Шурка не отлучалась с берега. Ее бил озноб от жути, от непонятного ей самой веселья. Это она, Шурка коноплястая, поставлена сюда на пост. Ей видно далеко вокруг: никто пока не тонет. Мимо идут и идут красноармейцы, тянут переправочные средства, поглядывают на Шурку.
Переправу наведут, тогда, говорят, жди немецких самолетов. Все в кашу смешают. А Шурке не страшно. Вот ведь и мать в реке погибла — в полынью провалилась. И когда еще было — давно, в мирные годы. А Шурке в свою смерть не верится.
В деревне каждую весну бегали на реку смотреть: если лед глыбами встает — к урожаю. И сейчас он горбатился — хороший знак Шурке… И правда, война ее подбросила так высоко, что из этой выси прежняя жизнь с бабушкой казалась ей глухой и серой.
Под крутым берегом, где раньше был перевоз, спешка — разбирают сваи… Старый перевозчик пропал куда-то без вести. Его баба в овчинном тулупе шурует вместо него и сосет трубку.
Шел лед. Солнце подхлестывало серо-голубые валы, и они куда-то все ехали и плюхались между берегов.
Когда река очистилась и Шурку сменили с поста, она отправилась в дальнюю деревню.
Василисы не было. Ее увели со двора, должно быть в конюшню.
Счетоводка щелкала костяшками, как в прежние разы. Слова на бумаге, прикрепленной к стене, еще больше укоротились… А бабушка лежала, не двигалась, худая и скучная.
Шурке точно хомут шею надавил, хочется вздохнуть поглубже и — никак. Она вертела головой, озиралась. Заскучала по своей будке и красноармейцам.
Старуха коснулась ее колена белой, неживой рукой, и Шурке стало страшно, не выдержала — всхлипнула. Наскоро про себя помолилась. Она была «мобилизованной» и не своей волей отделена от бабушкиной немочи.
Постояла в ногах постели, утерлась рукавом телогрейки и поклонилась.
С тех пор как увели Василису, старуха почти не вставала. Но была беспокойна, копошилась на постели, искала что-то под изголовьем, а то шарила по воздуху, тут ли мешки.
— Смерть чует — капризничает, — кому-то объясняла Муся.
Насчет смерти старуха сама чувствовала: притиснулась она к ее жизни — блошка не проскочит. И старалась, когда не донимало беспокойство, лежать смирно, готовиться. Но грехов своих она не помнила и, лежа так подолгу, прислушивалась: скрипят жернова в сенях, что-то опять там мелют.
О своих сынах она ничего не знала, живы ли они. Если подадут о себе весть, так и та не дойдет, — не станет почта разыскивать Егоровну по чужим деревням.

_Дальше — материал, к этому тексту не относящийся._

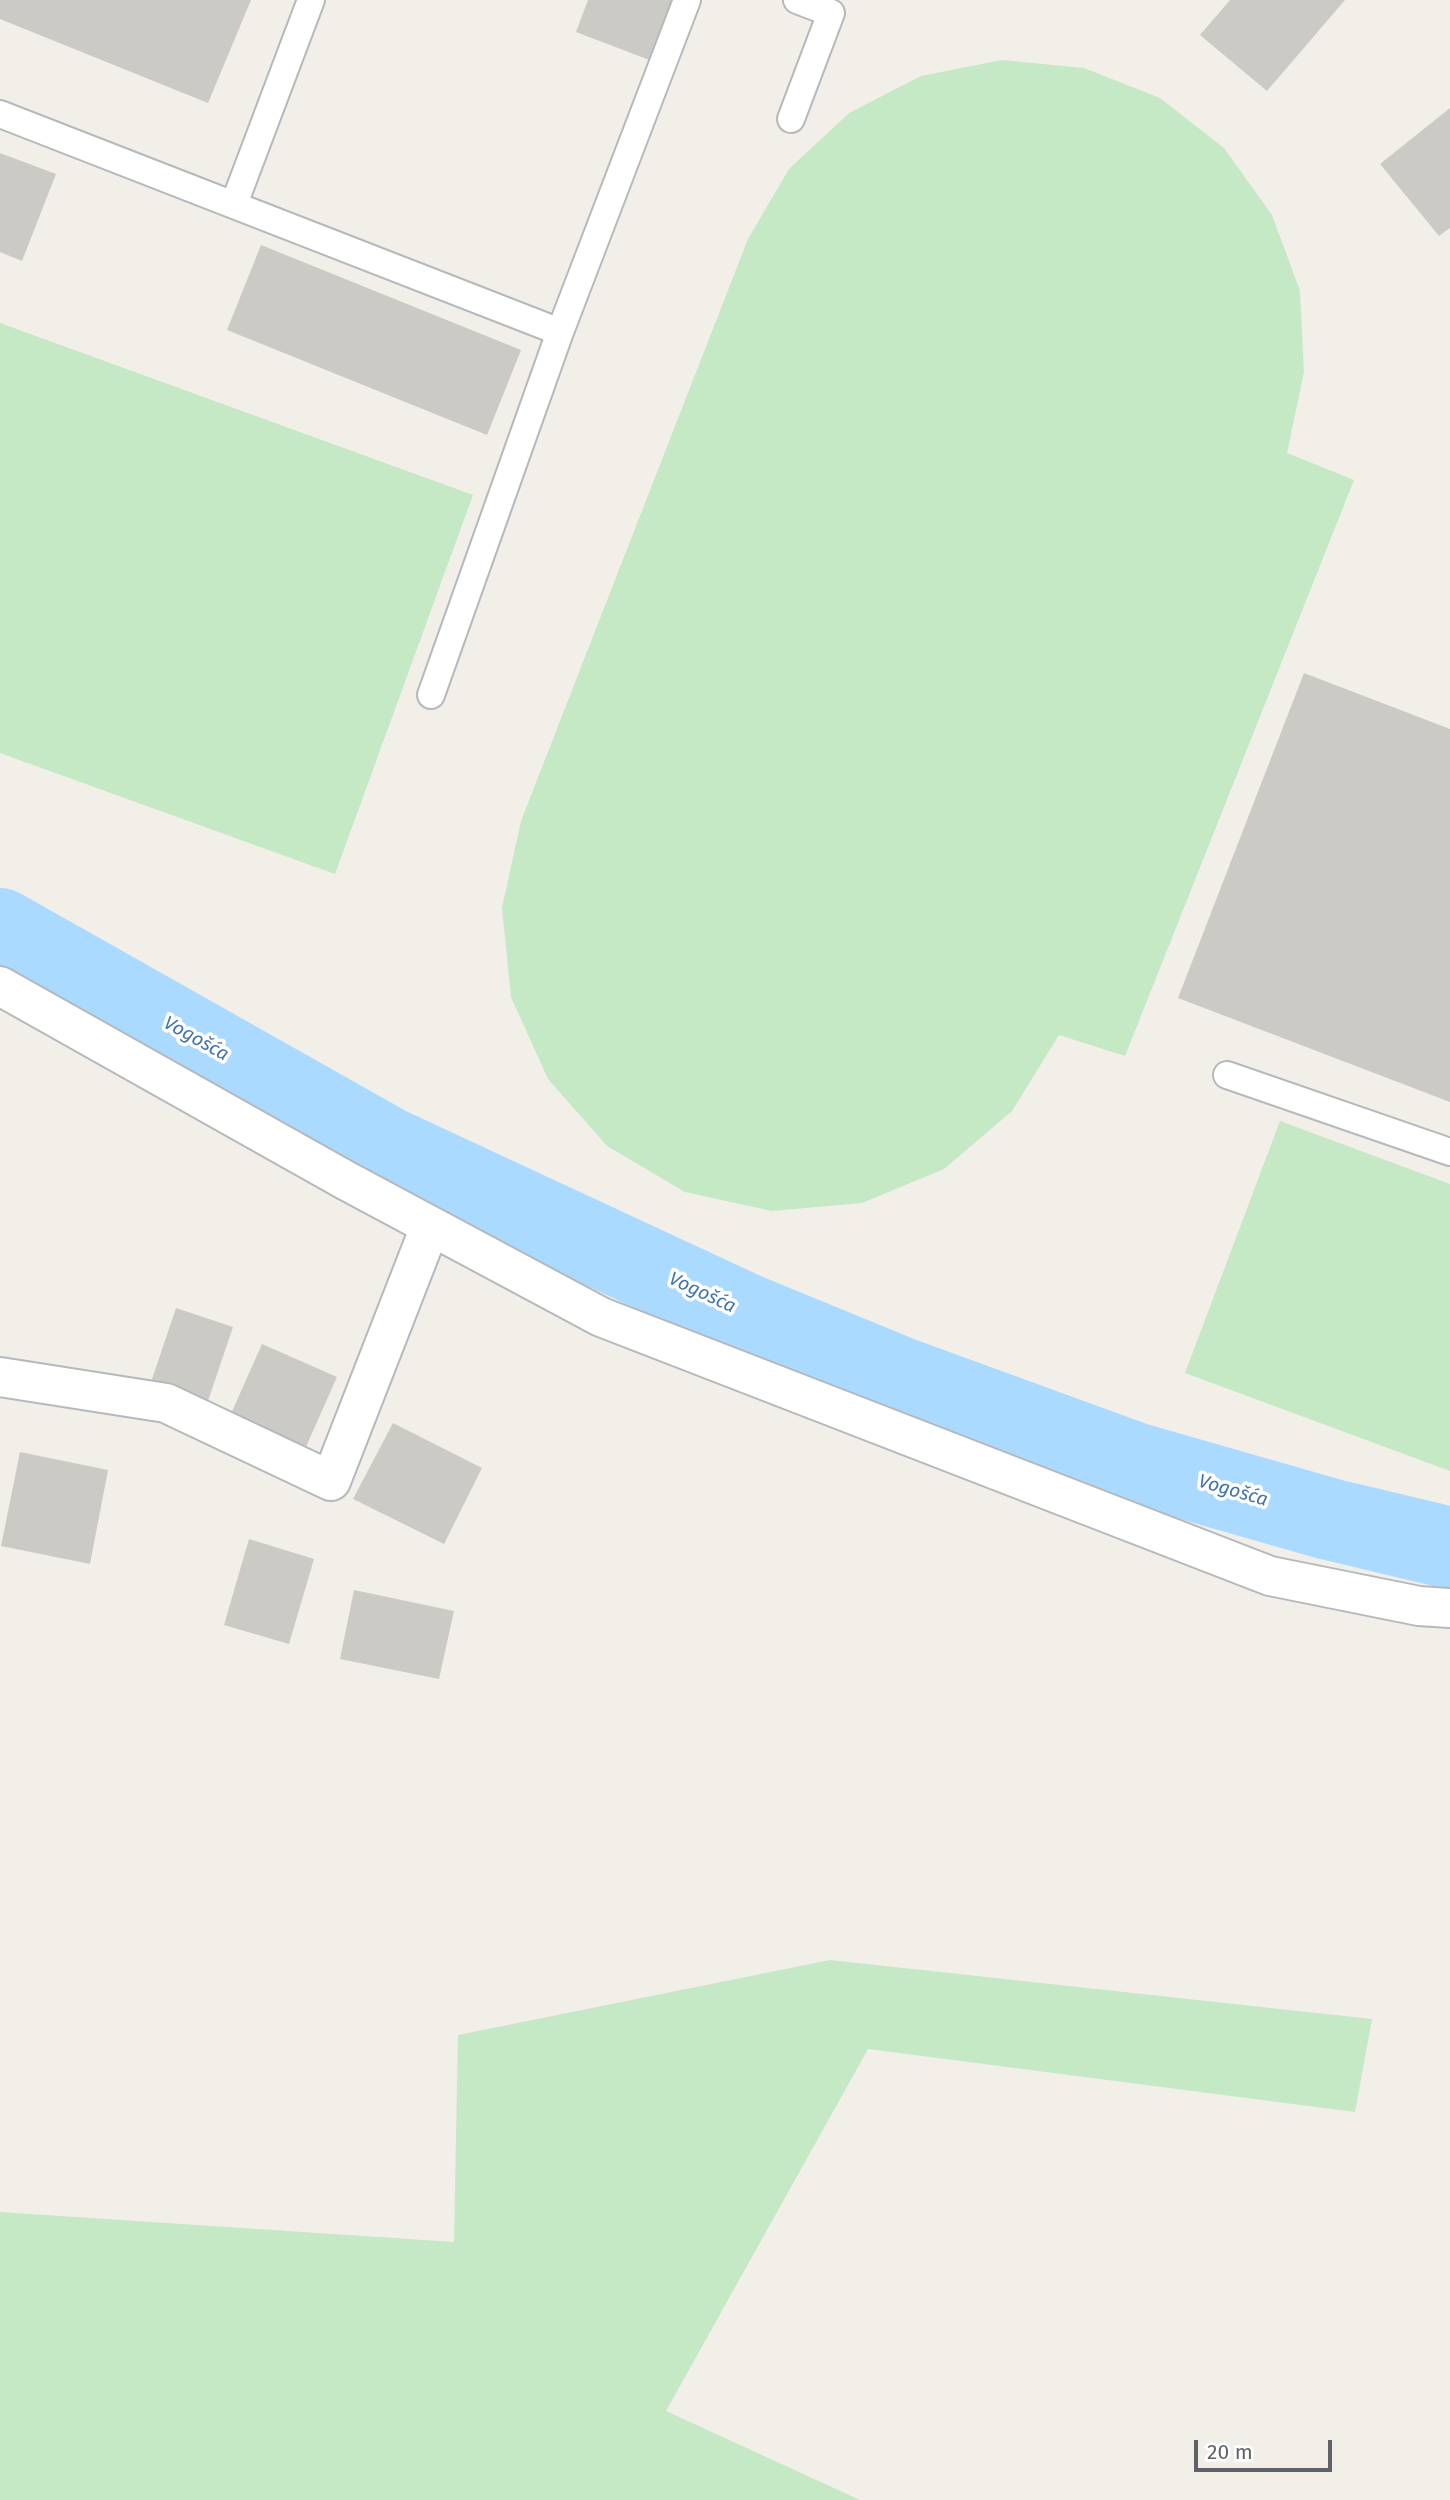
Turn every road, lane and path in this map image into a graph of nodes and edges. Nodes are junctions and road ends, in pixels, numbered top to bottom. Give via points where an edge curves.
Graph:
1 (311, 0) edge
2 (687, 0) edge
3 (797, 0) edge
4 (0, 114) edge
5 (790, 119) dead end
6 (234, 204) junction
7 (560, 332) junction
8 (430, 695) dead end
9 (0, 986) edge
10 (1227, 1075) dead end
11 (1450, 1153) edge
12 (430, 1227) junction
13 (0, 1377) edge
14 (1450, 1608) edge

1 - 6 lane
2 - 7 lane
3 - 5 lane via 831,13
4 - 6 lane
6 - 7 lane
7 - 8 lane
9 - 12 street
10 - 11 lane
12 - 13 street via 331,1481 166,1403
12 - 14 street via 601,1317 1270,1576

Она хорошо не могла припомнить, рожала ли их на самом деле. Знала, что у нее должно быть четверо сынов, если враг не побил их. Из всей прожитой жизни яснее всего вставал перед глазами синий лен, как в то раннее утро, когда совсем еще маленькой девчонкой увязалась за матерью в поле. До чего же синий был! Кажется, никогда потом таким не был… Мал-малышок в сыру землю зашел, синю шапку нашел… Кто ж такой? Отгадай…
С помощью Муси-счетоводки старуха приплелась на крыльцо — хотелось на божий свет еще раз взглянуть. Солнце стояло уже высоко. В той стороне, где деревня Егоровны, ухало беспрестанно. А небо почти что белое, тучки не спеша гоняются друг за дружкой. Глаза подымешь — слепит, и не хочешь — зажмуришься. На солнышко, что на смерть, во все глаза не взглянешь.
Председатель — зимняя солдатская шапка в руке — встал уважительно неподалеку от кровати Егоровны, спрашивал, слышно ли что о сынах.
— Особого ничего, — отвечала старуха. Знала: это только так — председателева присказка. Что-то там впереди еще.
Он и не стал медлить, сообщил: договорился с ее золовкой, та согласна взять ее к себе, если Егоровна отпишет ей половину своего имущества.
Старуха с минуту помолчала. Она и сама понимала: не в подходящем месте поселили ее. Люди сюда по делам идут, и она тут в придачу лежит. Красиво ли это? Она стеснялась того, чтоб час последний застиг ее тут в правлении. Раз уж нельзя в своей избе, так хотелось бы в укромном углу где-нибудь. И условия золовкины ей показались справедливыми и отчасти были по душе ей: не повиснет она неоплатной обузой на чьих-то плечах. Она согласилась.
А про себя отметила: силы совсем убывают из тела, а голова варит, как у здоровой, и даже еще проворнее.